_The task:_ From the records below, transcribe exactly the lines that begin at the line with "wrist: (277, 465)" and end at the line with "pinky tip: (441, 351)", both included.
======== Data in this exercise
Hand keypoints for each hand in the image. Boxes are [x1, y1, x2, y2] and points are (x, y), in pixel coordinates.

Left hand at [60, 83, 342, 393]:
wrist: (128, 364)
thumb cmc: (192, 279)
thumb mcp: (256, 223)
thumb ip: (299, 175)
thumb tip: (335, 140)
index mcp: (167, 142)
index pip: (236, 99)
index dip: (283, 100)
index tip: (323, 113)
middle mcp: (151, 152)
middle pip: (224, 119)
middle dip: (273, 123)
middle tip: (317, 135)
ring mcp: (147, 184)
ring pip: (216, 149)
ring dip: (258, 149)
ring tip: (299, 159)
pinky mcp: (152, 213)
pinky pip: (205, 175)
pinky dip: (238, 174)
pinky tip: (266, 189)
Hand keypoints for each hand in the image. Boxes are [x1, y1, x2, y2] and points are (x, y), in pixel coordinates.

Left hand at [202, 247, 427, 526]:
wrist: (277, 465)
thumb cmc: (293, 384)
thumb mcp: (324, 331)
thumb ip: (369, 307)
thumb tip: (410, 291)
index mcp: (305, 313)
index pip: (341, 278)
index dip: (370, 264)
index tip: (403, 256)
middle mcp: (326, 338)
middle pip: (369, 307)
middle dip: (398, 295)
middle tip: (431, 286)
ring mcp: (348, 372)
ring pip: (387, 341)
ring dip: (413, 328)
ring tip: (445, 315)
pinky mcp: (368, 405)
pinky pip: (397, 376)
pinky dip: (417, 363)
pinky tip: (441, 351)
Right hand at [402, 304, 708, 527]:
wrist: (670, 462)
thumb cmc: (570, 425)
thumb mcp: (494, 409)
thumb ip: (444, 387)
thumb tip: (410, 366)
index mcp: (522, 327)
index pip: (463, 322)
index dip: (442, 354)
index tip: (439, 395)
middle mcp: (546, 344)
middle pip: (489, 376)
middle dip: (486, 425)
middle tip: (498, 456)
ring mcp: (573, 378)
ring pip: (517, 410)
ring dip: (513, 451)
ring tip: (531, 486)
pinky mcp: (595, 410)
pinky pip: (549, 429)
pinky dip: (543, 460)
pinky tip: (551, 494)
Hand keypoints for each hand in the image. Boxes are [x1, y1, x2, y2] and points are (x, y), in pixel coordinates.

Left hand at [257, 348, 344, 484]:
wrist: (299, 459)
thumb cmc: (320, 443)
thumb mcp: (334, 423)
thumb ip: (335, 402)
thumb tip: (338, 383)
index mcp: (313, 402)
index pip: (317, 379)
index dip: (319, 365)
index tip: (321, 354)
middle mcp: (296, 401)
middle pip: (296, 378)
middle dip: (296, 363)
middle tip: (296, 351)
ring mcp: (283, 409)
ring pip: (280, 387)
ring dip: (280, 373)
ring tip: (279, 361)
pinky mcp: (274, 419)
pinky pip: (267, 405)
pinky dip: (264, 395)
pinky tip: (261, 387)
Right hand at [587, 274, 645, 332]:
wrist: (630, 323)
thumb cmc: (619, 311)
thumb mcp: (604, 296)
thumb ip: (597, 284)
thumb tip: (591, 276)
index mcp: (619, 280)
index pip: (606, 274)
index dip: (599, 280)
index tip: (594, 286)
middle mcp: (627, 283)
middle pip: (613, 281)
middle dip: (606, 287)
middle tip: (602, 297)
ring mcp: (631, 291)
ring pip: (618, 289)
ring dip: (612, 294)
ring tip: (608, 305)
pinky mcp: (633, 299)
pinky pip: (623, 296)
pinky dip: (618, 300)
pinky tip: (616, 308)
================
======== Data in this exercise
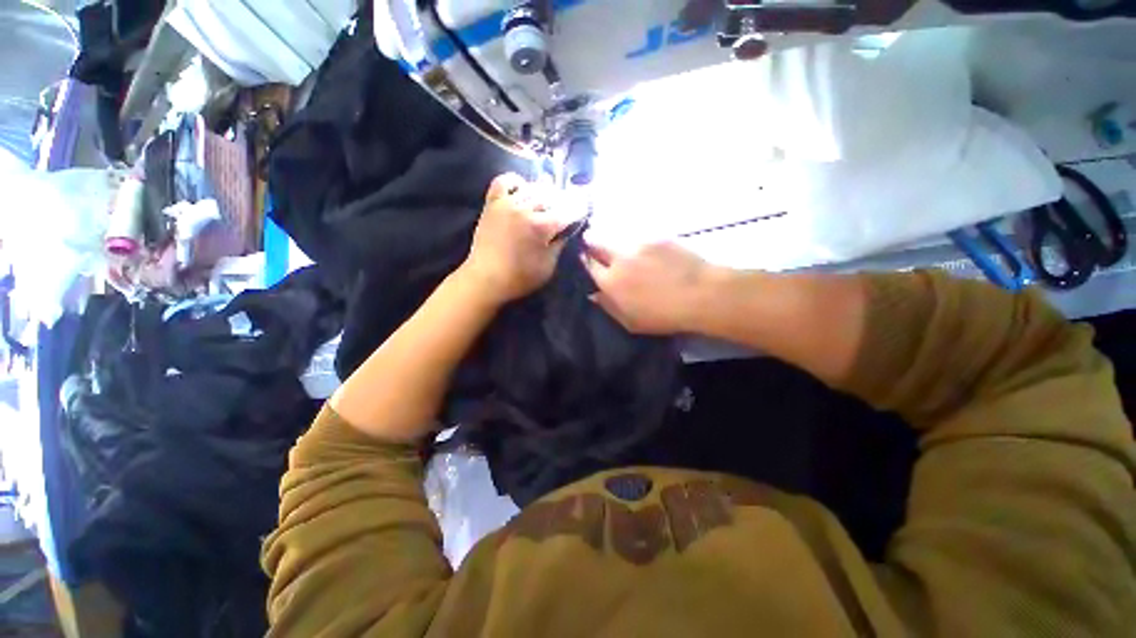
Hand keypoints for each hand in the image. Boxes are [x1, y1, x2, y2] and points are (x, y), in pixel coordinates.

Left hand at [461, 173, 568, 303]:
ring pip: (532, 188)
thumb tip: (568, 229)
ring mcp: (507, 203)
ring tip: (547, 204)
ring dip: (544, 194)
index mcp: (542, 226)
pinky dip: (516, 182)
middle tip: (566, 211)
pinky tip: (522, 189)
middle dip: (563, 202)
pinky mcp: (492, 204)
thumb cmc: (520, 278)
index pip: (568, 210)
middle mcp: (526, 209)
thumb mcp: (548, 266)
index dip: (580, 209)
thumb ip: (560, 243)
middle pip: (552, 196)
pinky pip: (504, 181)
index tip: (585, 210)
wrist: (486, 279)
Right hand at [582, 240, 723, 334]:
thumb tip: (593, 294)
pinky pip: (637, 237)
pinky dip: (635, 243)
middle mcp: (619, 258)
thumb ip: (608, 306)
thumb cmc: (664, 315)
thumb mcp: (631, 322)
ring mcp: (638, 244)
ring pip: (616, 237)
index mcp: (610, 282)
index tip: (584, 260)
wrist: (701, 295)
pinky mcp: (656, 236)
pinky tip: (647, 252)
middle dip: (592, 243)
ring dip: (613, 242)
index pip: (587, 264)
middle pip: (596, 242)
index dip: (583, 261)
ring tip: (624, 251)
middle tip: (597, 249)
================
_Answer for the task:_
wrist: (277, 465)
thumb cmc: (293, 384)
thumb mcp: (324, 331)
thumb ip: (369, 307)
thumb tip: (410, 291)
index mcp: (305, 313)
index pip: (341, 278)
index dip: (370, 264)
index tip: (403, 256)
middle mcp: (326, 338)
middle pip: (369, 307)
middle dip: (398, 295)
middle tip: (431, 286)
ring mcp: (348, 372)
ring pip: (387, 341)
ring dip: (413, 328)
ring tip: (445, 315)
pinky mcp: (368, 405)
pinky pip: (397, 376)
pinky dip: (417, 363)
pinky tip: (441, 351)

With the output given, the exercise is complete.